AlexToken indicates that a token has been fount. Once again inp' is the new input position which we save. tk is the lexer action specified in the patter. For this lexer it is simply a value of the Token type which we return.

Ideally the Happy parser would take a monadic action like readToken and use it to fetch token. Instead, for historical performance reasons, it expects a different interface that we provide in the lexer function.

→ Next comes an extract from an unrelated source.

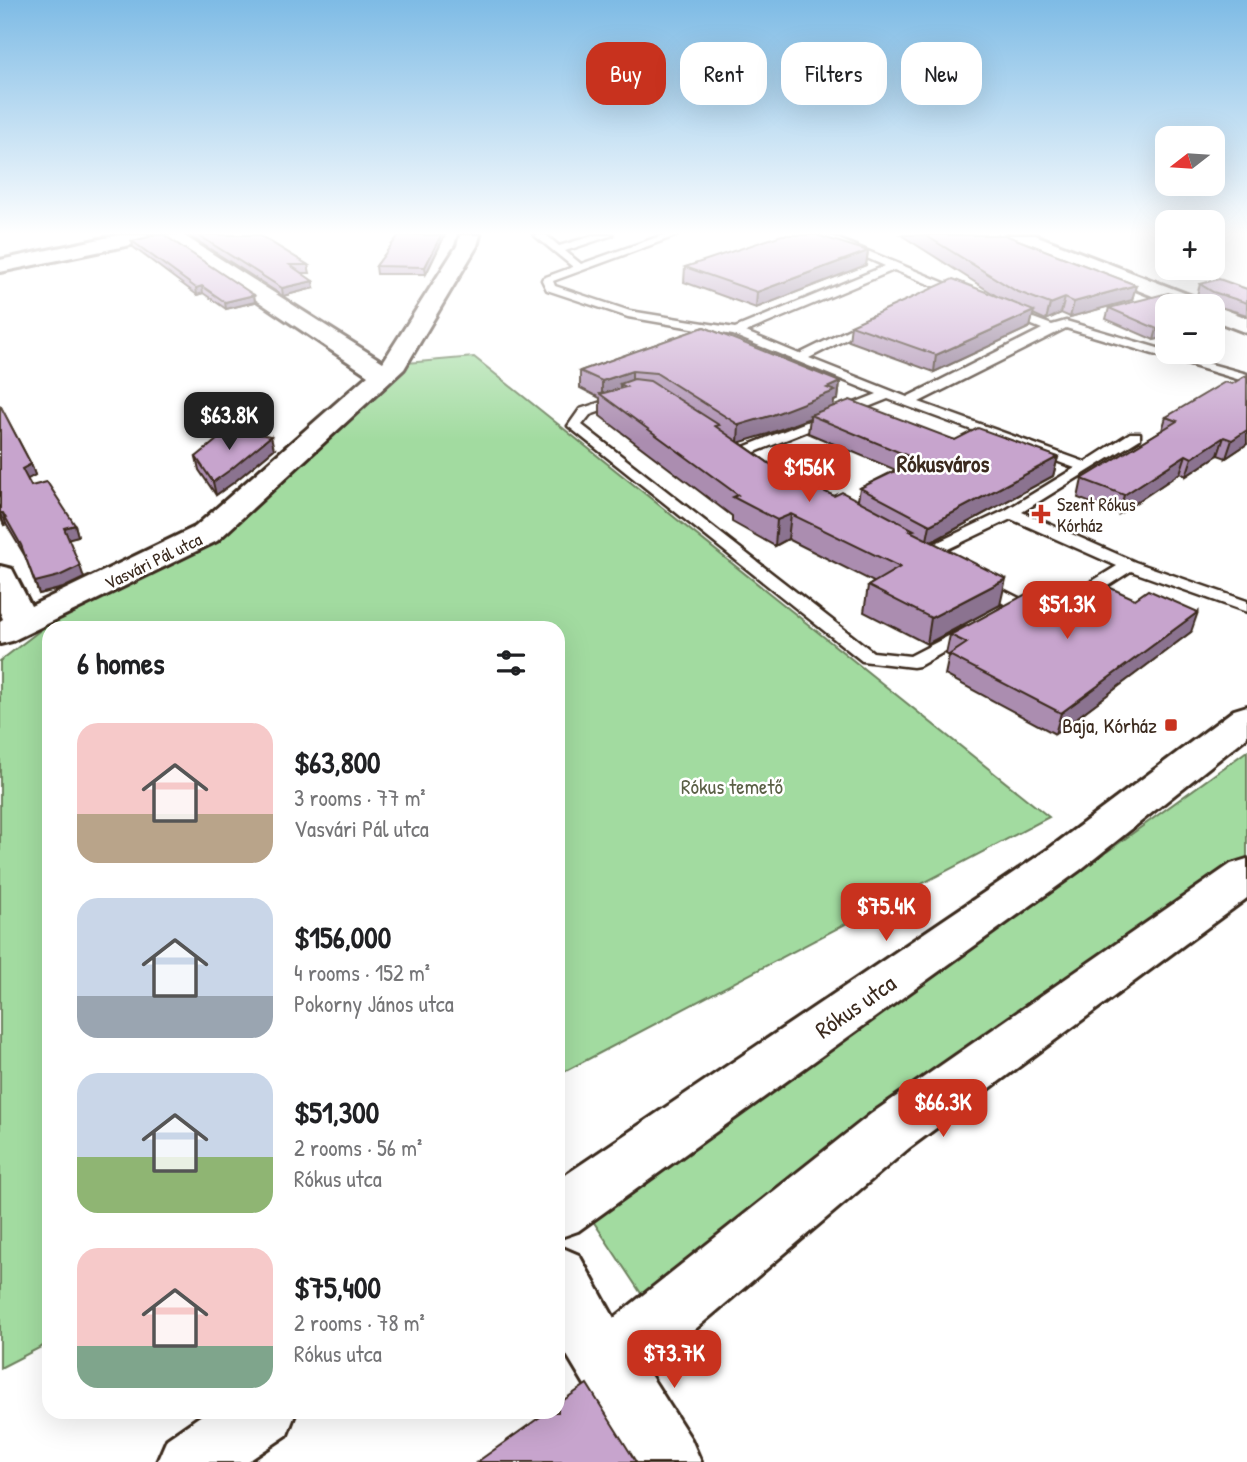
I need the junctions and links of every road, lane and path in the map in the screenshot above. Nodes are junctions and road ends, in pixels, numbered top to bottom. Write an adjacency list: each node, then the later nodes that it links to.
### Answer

lexer::(Token -> P a)->P a
lexer cont = readToken >>= cont    

Happy passes a continuation cont to the lexer, which represents the parsing task to be performed as a function of the next token read and expects it to be called with the actual next token. lexer does precisely this, using readToken to fetch the token and using the monadic bind operator >>= to pass it on to the provided continuation. We could have also written it as

lexer cont = do
  token <- readToken
  cont token

3.2 The Abstract Syntax Tree Type

The AST module provides an abstract syntax tree type for our language. It will be the job of the parser to build values of this type.

module AST where

data Term =
     STrue
     | SFalse
     | SZero
     | SIsZero Term
     | SSucc Term
     | SPred Term
     | SIfThen Term Term Term
     deriving Show

3.3 The Parser

The prologue

This is just the module declaration and imports.

{
module Parser(parse) where
import AST
import qualified Lexer as L
import Control.Monad.Error
}

Defining the types of lexer and parser

It is in this section that we tell Happy that we need a monadic parser and have a monadic lexer.

%monad{L.P}
%lexer{L.lexer}{L.TEOF}
%name parse
%tokentype{L.Token}
%error {parseError}

The declaration %monad{L.P} says that we need a monadic parser that operates in the L.P monad. The declaration %lexer{L.lexer}{L.TEOF} specifies that we have a monadic lexer L.lexer and L.TEOF is the token pattern that denotes end of input.

Defining tokens

%token
true  	{L.TTrue}
false 	{L.TFalse}
zero   	{L.TZero}
iszero        {L.TIsZero}
succ		{L.TSucc}
pred		{L.TPred}
if		{L.TIf}
then		{L.TThen}
else		{L.TElse}

Grammar rules

%%
 
Term	:  true				{STrue}
|  false			{SFalse}
|  zero				{SZero}
|  iszero Term			{SIsZero $2}
|  succ Term			{SSucc $2}
|  pred Term			{SPred $2}
|  if Term then Term else Term	{SIfThen $2 $4 $6}

The Error Handler

The error handling function parseError is now of the type L.Token -> L.P a. Happy requires that it be polymorhpic in type a. In our case it again uses the throwError action of MonadError to raise an exception within the monad.

{
parseError _ = throwError "!Parse Error"

}

3.4 The Driver

The driver code in Main.hs and Evaluator.hs provide a primitive REPL, taking one expression per line and printing the result of evaluating it. The interesting part as far as Alex and Happy are concerned are the following two lines in the function myREPL in Main.hs

          case L.evalP P.parse (encode s) of
            Right t -> putStrLn (output t)
            Left s -> putStrLn s

Because we are using Either String as an error monad, a lexing or parsing error which leads to our calling throwError results in L.evalP returning a Left value. In our case we just print in and continue on our way to read the next line. This is much better than the alternatives in earlier chapters of calling error and dying.